Robert here. In the summer of 1980, while attending Southern Oregon State College (now University), I had the privilege of taking a three course series of classes on Native American history. The series had three areas: the political, the social, and finally, a study of the sweat lodge. Wallace Black Elk*, a descendant of the Oglala Lakota medicine man, Black Elk (author of Black Elk Speaks) was invited to attend and guide the class. The class was to build a pair of sweat lodges and then perform sweat ceremonies (except the women in their period). We had to build the sweats from the ground up and everything we did was discussed in its importance to the sweat.

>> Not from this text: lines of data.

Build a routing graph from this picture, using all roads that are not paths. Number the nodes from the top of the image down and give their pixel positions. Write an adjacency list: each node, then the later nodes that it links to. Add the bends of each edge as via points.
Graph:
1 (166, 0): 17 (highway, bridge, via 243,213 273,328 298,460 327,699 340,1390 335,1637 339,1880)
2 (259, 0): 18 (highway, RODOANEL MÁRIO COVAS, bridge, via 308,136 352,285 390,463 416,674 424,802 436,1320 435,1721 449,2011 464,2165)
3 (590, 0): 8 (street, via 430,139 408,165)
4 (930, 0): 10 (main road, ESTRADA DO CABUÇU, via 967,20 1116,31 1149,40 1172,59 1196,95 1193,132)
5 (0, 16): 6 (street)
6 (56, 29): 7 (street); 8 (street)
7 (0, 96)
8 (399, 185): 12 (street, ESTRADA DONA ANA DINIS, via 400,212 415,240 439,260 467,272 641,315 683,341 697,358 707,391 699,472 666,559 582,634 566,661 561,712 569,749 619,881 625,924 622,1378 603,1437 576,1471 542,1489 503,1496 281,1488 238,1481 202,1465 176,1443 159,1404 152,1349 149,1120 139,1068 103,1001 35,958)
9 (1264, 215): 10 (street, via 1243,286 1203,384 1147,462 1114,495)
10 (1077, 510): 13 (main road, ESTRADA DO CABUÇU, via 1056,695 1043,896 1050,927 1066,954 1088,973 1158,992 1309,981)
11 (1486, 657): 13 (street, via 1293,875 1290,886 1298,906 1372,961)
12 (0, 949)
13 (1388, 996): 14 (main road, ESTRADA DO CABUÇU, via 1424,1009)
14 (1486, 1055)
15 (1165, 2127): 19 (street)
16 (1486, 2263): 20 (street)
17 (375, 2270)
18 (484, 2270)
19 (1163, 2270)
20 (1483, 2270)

It was a fascinating experience, even though I was unable to complete a sweat – very few were because it’s very, very hot and humid once the doors are closed and the temperatures get up to 120 degrees and more. The whole purpose is to push you beyond your limits in your vision quest. I’ll put captions on the images to explain what’s going on – something we don’t normally do, but this was an incredible experience and one I’ll never forget.

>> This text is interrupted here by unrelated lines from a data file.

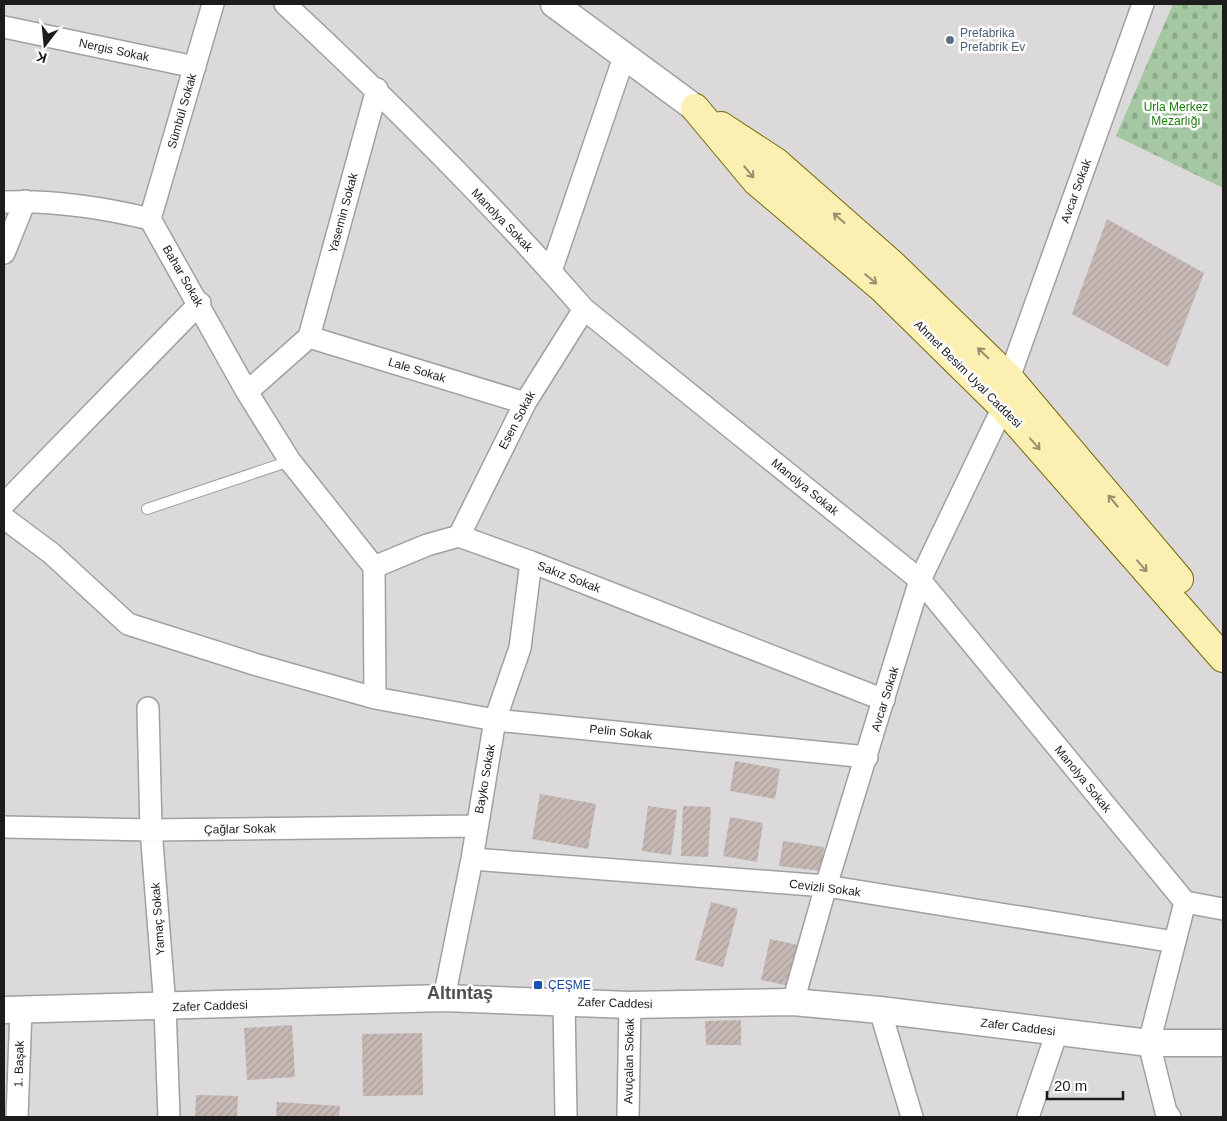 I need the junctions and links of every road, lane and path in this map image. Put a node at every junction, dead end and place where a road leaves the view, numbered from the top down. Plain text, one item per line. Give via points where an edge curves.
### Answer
1 (213, 4) edge
2 (285, 4) edge
3 (554, 4) edge
4 (1143, 4) edge
5 (4, 27) edge
6 (624, 57) junction
7 (195, 67) junction
8 (377, 89) junction
9 (695, 108) junction
10 (25, 201) junction
11 (4, 202) edge
12 (150, 219) junction
13 (4, 253) edge
14 (551, 271) junction
15 (200, 303) junction
16 (584, 309) junction
17 (310, 337) junction
18 (1009, 378) junction
19 (247, 392) junction
20 (525, 403) junction
21 (1003, 406) junction
22 (290, 461) junction
23 (4, 504) edge
24 (147, 510) dead end
25 (4, 518) edge
26 (459, 536) junction
27 (531, 562) junction
28 (374, 566) junction
29 (920, 580) junction
30 (1223, 632) edge
31 (1223, 658) edge
32 (376, 698) junction
33 (884, 700) junction
34 (148, 708) dead end
35 (495, 720) junction
36 (867, 757) junction
37 (477, 826) junction
38 (4, 827) edge
39 (151, 830) junction
40 (472, 859) junction
41 (826, 886) junction
42 (1185, 902) junction
43 (1223, 909) edge
44 (1175, 942) junction
45 (444, 998) junction
46 (564, 1002) junction
47 (794, 1002) junction
48 (630, 1005) junction
49 (165, 1007) junction
50 (12, 1010) edge
51 (880, 1010) junction
52 (1056, 1032) junction
53 (1223, 1043) edge
54 (1149, 1044) junction
55 (17, 1117) edge
56 (169, 1117) edge
57 (566, 1117) edge
58 (628, 1117) edge
59 (912, 1117) edge
60 (1028, 1117) edge
61 (1170, 1117) edge

1 - 7 street, Sümbül Sokak
2 - 8 street, Manolya Sokak
3 - 6 street, Ahmet Besim Uyal Caddesi
4 - 18 street, Avcar Sokak
5 - 7 street, Nergis Sokak
6 - 9 street, Ahmet Besim Uyal Caddesi
6 - 14 street
7 - 12 street, Sümbül Sokak
8 - 14 street, Manolya Sokak
8 - 17 street, Yasemin Sokak
18 -> 9 main road, Ahmet Besim Uyal Caddesi via 892,265 776,162
9 -> 21 main road, Ahmet Besim Uyal Caddesi via 756,181 882,288
10 - 11 street
10 - 12 street via 97,206
10 - 13 street
12 - 15 street, Bahar Sokak
14 - 16 street, Manolya Sokak
15 - 19 street, Bahar Sokak
15 - 23 street
16 - 20 street, Esen Sokak
16 - 29 street, Manolya Sokak
17 - 19 street
17 - 20 street, Lale Sokak
30 -> 18 main road, Ahmet Besim Uyal Caddesi
19 - 22 street, Bahar Sokak
20 - 26 street, Esen Sokak
21 - 29 street, Avcar Sokak
21 -> 31 main road, Ahmet Besim Uyal Caddesi
22 - 24 lane
22 - 28 street, Bahar Sokak
25 - 32 street, Pelin Sokak via 51,553 128,624
26 - 27 street, Sakız Sokak
26 - 28 street
27 - 33 street, Sakız Sokak
27 - 35 street, Bayko Sokak via 520,648
28 - 32 street
29 - 33 street, Avcar Sokak
29 - 42 street, Manolya Sokak
32 - 35 street, Pelin Sokak
33 - 36 street, Avcar Sokak
34 - 39 street, Yamaç Sokak
35 - 36 street, Pelin Sokak
35 - 37 street, Bayko Sokak
36 - 41 street, Avcar Sokak
37 - 39 street, Çağlar Sokak
37 - 40 street, Bayko Sokak
38 - 39 street, Çağlar Sokak
39 - 49 street, Yamaç Sokak
40 - 41 street, Cevizli Sokak
40 - 45 street, Bayko Sokak
41 - 44 street, Cevizli Sokak
41 - 47 street, Avcar Sokak
42 - 43 street
42 - 44 street
44 - 54 street
45 - 46 street, Zafer Caddesi
45 - 49 street, Zafer Caddesi
46 - 48 street, Zafer Caddesi
46 - 57 street
47 - 48 street, Zafer Caddesi
47 - 51 street, Zafer Caddesi
48 - 58 street, Avuçalan Sokak
49 - 50 street, Zafer Caddesi
49 - 56 street, Yamaç Sokak
50 - 55 street, 1. Başak
51 - 52 street, Zafer Caddesi
51 - 59 street
52 - 54 street, Zafer Caddesi
52 - 60 street
53 - 54 street, Zafer Caddesi
54 - 61 street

*Wallace Black Elk (1921-2004), a traditional Lakota Elder and spiritual interpreter, was a Channupa (sacred pipe) bearing descendant of the legendary Nicholas Black Elk whose visionary experiences were recounted in the book “Black Elk Speaks.” Wallace Black Elk was born and raised on the Rosebud Reservation in South Dakota and was trained since childhood in the sacred ways of his people. He died January 25, 2004.